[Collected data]
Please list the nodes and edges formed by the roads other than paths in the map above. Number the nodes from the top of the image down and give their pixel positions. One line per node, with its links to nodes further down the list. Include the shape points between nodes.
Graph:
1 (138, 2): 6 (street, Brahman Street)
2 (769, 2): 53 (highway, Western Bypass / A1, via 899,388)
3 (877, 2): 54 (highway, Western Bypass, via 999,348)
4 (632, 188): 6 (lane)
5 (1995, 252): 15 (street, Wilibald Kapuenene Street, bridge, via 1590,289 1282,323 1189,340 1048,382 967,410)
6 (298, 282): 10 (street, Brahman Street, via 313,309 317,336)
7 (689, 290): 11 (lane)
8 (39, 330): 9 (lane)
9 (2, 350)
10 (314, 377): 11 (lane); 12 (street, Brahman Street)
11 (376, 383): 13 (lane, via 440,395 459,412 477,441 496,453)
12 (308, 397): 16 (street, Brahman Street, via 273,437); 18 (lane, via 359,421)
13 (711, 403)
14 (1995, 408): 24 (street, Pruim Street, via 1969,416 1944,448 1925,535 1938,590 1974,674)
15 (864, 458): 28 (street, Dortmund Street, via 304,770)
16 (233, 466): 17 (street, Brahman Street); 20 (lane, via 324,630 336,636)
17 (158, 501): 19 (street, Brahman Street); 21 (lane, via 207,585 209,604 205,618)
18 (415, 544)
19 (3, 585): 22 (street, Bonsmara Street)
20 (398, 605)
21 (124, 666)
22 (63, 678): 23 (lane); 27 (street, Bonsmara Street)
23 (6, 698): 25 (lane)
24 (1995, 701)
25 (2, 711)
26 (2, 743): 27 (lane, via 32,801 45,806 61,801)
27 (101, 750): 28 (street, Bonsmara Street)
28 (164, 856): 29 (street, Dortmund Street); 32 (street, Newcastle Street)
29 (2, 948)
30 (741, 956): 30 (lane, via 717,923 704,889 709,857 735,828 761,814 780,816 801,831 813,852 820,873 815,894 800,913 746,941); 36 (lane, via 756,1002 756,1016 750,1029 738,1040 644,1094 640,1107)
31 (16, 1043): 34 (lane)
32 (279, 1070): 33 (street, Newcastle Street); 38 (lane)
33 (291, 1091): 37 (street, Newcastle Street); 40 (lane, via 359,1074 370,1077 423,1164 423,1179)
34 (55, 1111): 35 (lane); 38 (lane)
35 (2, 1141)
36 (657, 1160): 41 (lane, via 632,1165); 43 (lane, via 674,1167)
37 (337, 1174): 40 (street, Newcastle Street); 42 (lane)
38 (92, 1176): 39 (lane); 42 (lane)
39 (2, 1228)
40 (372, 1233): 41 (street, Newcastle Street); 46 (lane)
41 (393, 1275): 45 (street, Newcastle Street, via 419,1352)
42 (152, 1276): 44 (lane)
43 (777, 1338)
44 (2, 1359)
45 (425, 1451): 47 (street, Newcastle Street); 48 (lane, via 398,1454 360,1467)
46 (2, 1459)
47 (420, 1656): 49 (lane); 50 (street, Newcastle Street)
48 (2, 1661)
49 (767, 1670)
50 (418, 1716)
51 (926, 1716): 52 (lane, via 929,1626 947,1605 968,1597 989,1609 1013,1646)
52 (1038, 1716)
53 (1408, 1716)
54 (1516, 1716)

● **WHAT IS BEING ASKED**
Every entry above must appear again in the reply, exactly as it stands.

● **EXERCISE SOLUTION**
Please list the nodes and edges formed by the roads other than paths in the map above. Number the nodes from the top of the image down and give their pixel positions. One line per node, with its links to nodes further down the list. Include the shape points between nodes.
Graph:
1 (138, 2): 6 (street, Brahman Street)
2 (769, 2): 53 (highway, Western Bypass / A1, via 899,388)
3 (877, 2): 54 (highway, Western Bypass, via 999,348)
4 (632, 188): 6 (lane)
5 (1995, 252): 15 (street, Wilibald Kapuenene Street, bridge, via 1590,289 1282,323 1189,340 1048,382 967,410)
6 (298, 282): 10 (street, Brahman Street, via 313,309 317,336)
7 (689, 290): 11 (lane)
8 (39, 330): 9 (lane)
9 (2, 350)
10 (314, 377): 11 (lane); 12 (street, Brahman Street)
11 (376, 383): 13 (lane, via 440,395 459,412 477,441 496,453)
12 (308, 397): 16 (street, Brahman Street, via 273,437); 18 (lane, via 359,421)
13 (711, 403)
14 (1995, 408): 24 (street, Pruim Street, via 1969,416 1944,448 1925,535 1938,590 1974,674)
15 (864, 458): 28 (street, Dortmund Street, via 304,770)
16 (233, 466): 17 (street, Brahman Street); 20 (lane, via 324,630 336,636)
17 (158, 501): 19 (street, Brahman Street); 21 (lane, via 207,585 209,604 205,618)
18 (415, 544)
19 (3, 585): 22 (street, Bonsmara Street)
20 (398, 605)
21 (124, 666)
22 (63, 678): 23 (lane); 27 (street, Bonsmara Street)
23 (6, 698): 25 (lane)
24 (1995, 701)
25 (2, 711)
26 (2, 743): 27 (lane, via 32,801 45,806 61,801)
27 (101, 750): 28 (street, Bonsmara Street)
28 (164, 856): 29 (street, Dortmund Street); 32 (street, Newcastle Street)
29 (2, 948)
30 (741, 956): 30 (lane, via 717,923 704,889 709,857 735,828 761,814 780,816 801,831 813,852 820,873 815,894 800,913 746,941); 36 (lane, via 756,1002 756,1016 750,1029 738,1040 644,1094 640,1107)
31 (16, 1043): 34 (lane)
32 (279, 1070): 33 (street, Newcastle Street); 38 (lane)
33 (291, 1091): 37 (street, Newcastle Street); 40 (lane, via 359,1074 370,1077 423,1164 423,1179)
34 (55, 1111): 35 (lane); 38 (lane)
35 (2, 1141)
36 (657, 1160): 41 (lane, via 632,1165); 43 (lane, via 674,1167)
37 (337, 1174): 40 (street, Newcastle Street); 42 (lane)
38 (92, 1176): 39 (lane); 42 (lane)
39 (2, 1228)
40 (372, 1233): 41 (street, Newcastle Street); 46 (lane)
41 (393, 1275): 45 (street, Newcastle Street, via 419,1352)
42 (152, 1276): 44 (lane)
43 (777, 1338)
44 (2, 1359)
45 (425, 1451): 47 (street, Newcastle Street); 48 (lane, via 398,1454 360,1467)
46 (2, 1459)
47 (420, 1656): 49 (lane); 50 (street, Newcastle Street)
48 (2, 1661)
49 (767, 1670)
50 (418, 1716)
51 (926, 1716): 52 (lane, via 929,1626 947,1605 968,1597 989,1609 1013,1646)
52 (1038, 1716)
53 (1408, 1716)
54 (1516, 1716)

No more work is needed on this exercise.